Families who have enjoyed short-term breaks in Lavender House, Stanway, have reacted with uproar to proposals to close it.
Essex County Council has said it needs to save money and could provide alternative care through foster carers or buying placements at other homes.
But an online petition at www.change.org against its closure has so far attracted nearly 1,800 signatures in just a week.
In an interview with the Gazette, Dick Madden, county councillor for children and families, said he will only agree to the closure if alternatives are viable.
Mr Madden said: “We will not close any of these homes until I am satisfied the alternative arrangements are fit for purpose. I will not do anything without being convinced the alternative is appropriate.
“I want to reassure families the priority is the children, not buildings or anything like that, and I recognise how critical these breaks are for families who do a great job at home but need respite.”
Mr Madden admitted saving money was a factor but insisted the popularity of Lavender House was in decline.
The county council needs to save £215million over the next three years after cuts in government grants.
He added: “We take the view children are often best cared for in a family setting closer to their home and school and generally in the area where they are from rather than a couple of fixed sites.
“The underlying issue is about the savings we need to make and this is an element in our decision-making as well. We are looking at savings but this is secondary.
“The use of the homes has declined over the past few years, which leaves spaces and has an impact on us.”
Mr Madden said he had spoken to a number of families already and was aware of claims Lavender House was not running below capacity.
Some parents said they had been on a waiting list for a year.
Families have also said foster carers are not always able to deal with the complex needs many of the children have.
He added: “This is a very sensitive consultation about some of the most vulnerable people in our county.
“I want as much information as possible, in particular from families.
“I recognise there appears to be a different view from parents about the reduced use levels and I have taken it on board and put the question to officers and will get an answer.

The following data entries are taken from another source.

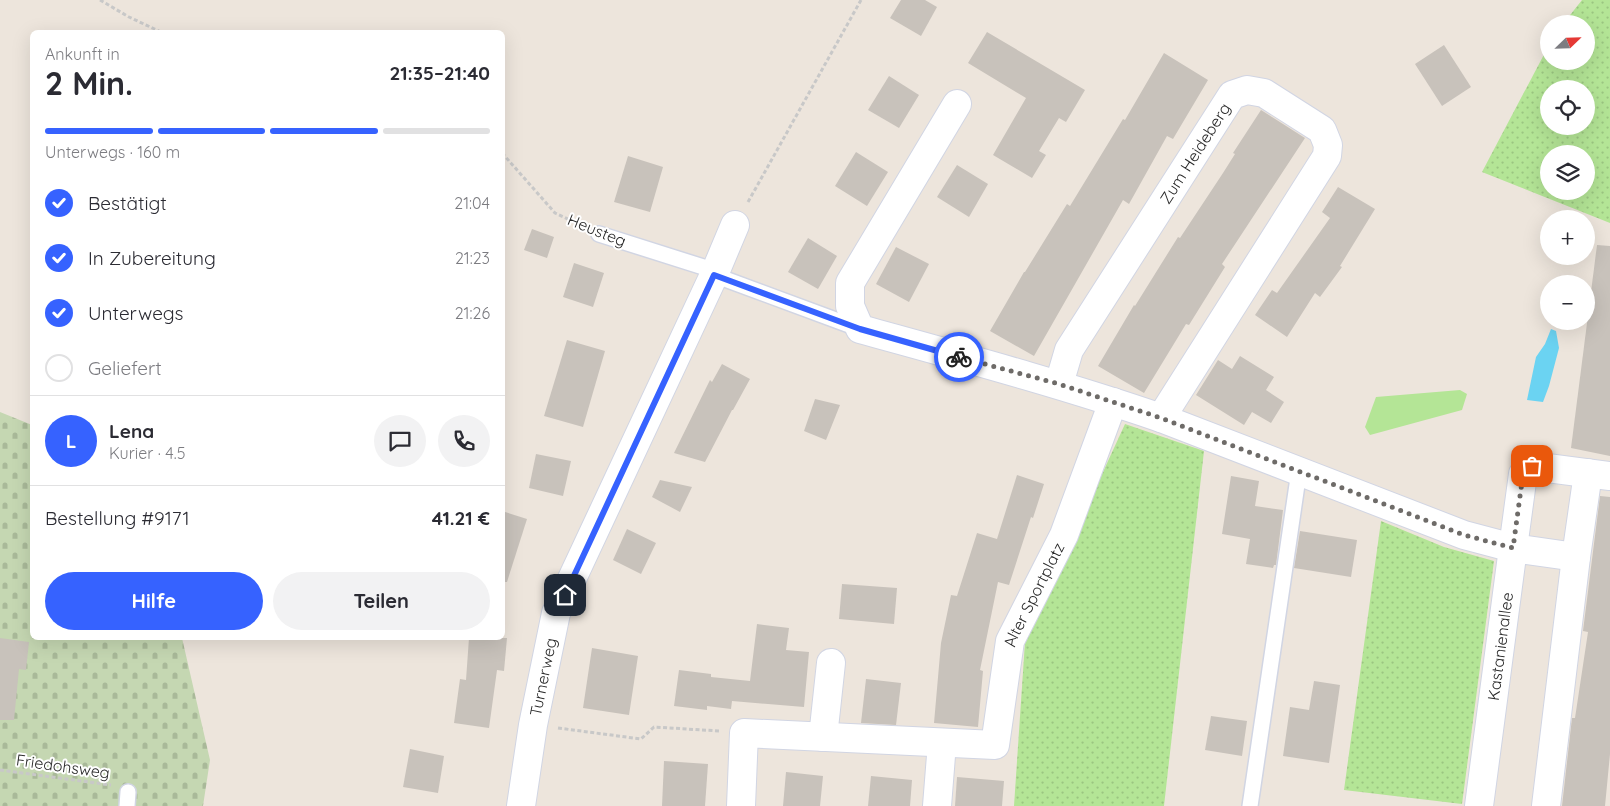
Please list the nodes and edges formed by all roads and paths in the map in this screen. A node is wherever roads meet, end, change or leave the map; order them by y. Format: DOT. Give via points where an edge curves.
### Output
graph roads {
  1 [pos="100,0"];
  2 [pos="861,0"];
  3 [pos="157,30"];
  4 [pos="957,104"];
  5 [pos="505,156"];
  6 [pos="735,225"];
  7 [pos="599,234"];
  8 [pos="715,273"];
  9 [pos="860,329"];
  10 [pos="1059,384"];
  11 [pos="1113,402"];
  12 [pos="1161,418"];
  13 [pos="1299,471"];
  14 [pos="1599,474"];
  15 [pos="1513,548"];
  16 [pos="1576,557"];
  17 [pos="831,663"];
  18 [pos="533,725"];
  19 [pos="744,733"];
  20 [pos="823,737"];
  21 [pos="942,743"];
  22 [pos="0,770"];
  23 [pos="114,785"];
  24 [pos="521,806"];
  25 [pos="741,806"];
  26 [pos="938,806"];
  27 [pos="1250,806"];
  28 [pos="1479,806"];
  29 [pos="1546,806"];
  1 -- 3 [label="path"];
  2 -- 6 [label="path"];
  4 -- 9 [label="street" via="850,284 850,306"];
  5 -- 7 [label="path, Heusteg" via="555,213"];
  6 -- 8 [label="street, Turnerweg"];
  7 -- 8 [label="lane, Heusteg"];
  8 -- 9 [label="lane, Heusteg"];
  8 -- 18 [label="street, Turnerweg" via="556,613"];
  9 -- 10 [label="street"];
  10 -- 11 [label="street"];
  10 -- 12 [label="street, Zum Heideberg" via="1069,350 1232,95 1247,90 1264,93 1322,130 1328,145 1326,156"];
  11 -- 12 [label="street"];
  11 -- 21 [label="street, Alter Sportplatz" via="1064,536 1010,641 995,745"];
  12 -- 13 [label="street"];
  13 -- 15 [label="street" via="1464,535"];
  13 -- 27 [label="lane"];
  14 -- 15 [label="street" via="1532,466 1523,474"];
  14 -- 16 [label="street"];
  15 -- 16 [label="street"];
  15 -- 28 [label="street, Kastanienallee"];
  16 -- 29 [label="street"];
  17 -- 20 [label="street"];
  18 -- 19 [label="path" via="641,739 654,727"];
  18 -- 24 [label="street, Turnerweg"];
  19 -- 20 [label="street, Alter Sportplatz"];
  19 -- 25 [label="street"];
  20 -- 21 [label="street, Alter Sportplatz"];
  21 -- 26 [label="street"];
  22 -- 23 [label="path, Friedohsweg"];
}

“I also recognise the concerns parents have about foster care.
“I was not aware of the petition and it will be accepted in the consultation.
“But I encourage those who have made it and signed it to also take the time to write to me or go online and fill in the questionnaire because the more information I have the better and easier it is for me to make a palatable informed decision based on facts rather than emotions.”
Mr Madden added options such as selling spare placements to those who wanted additional nights was a possibility.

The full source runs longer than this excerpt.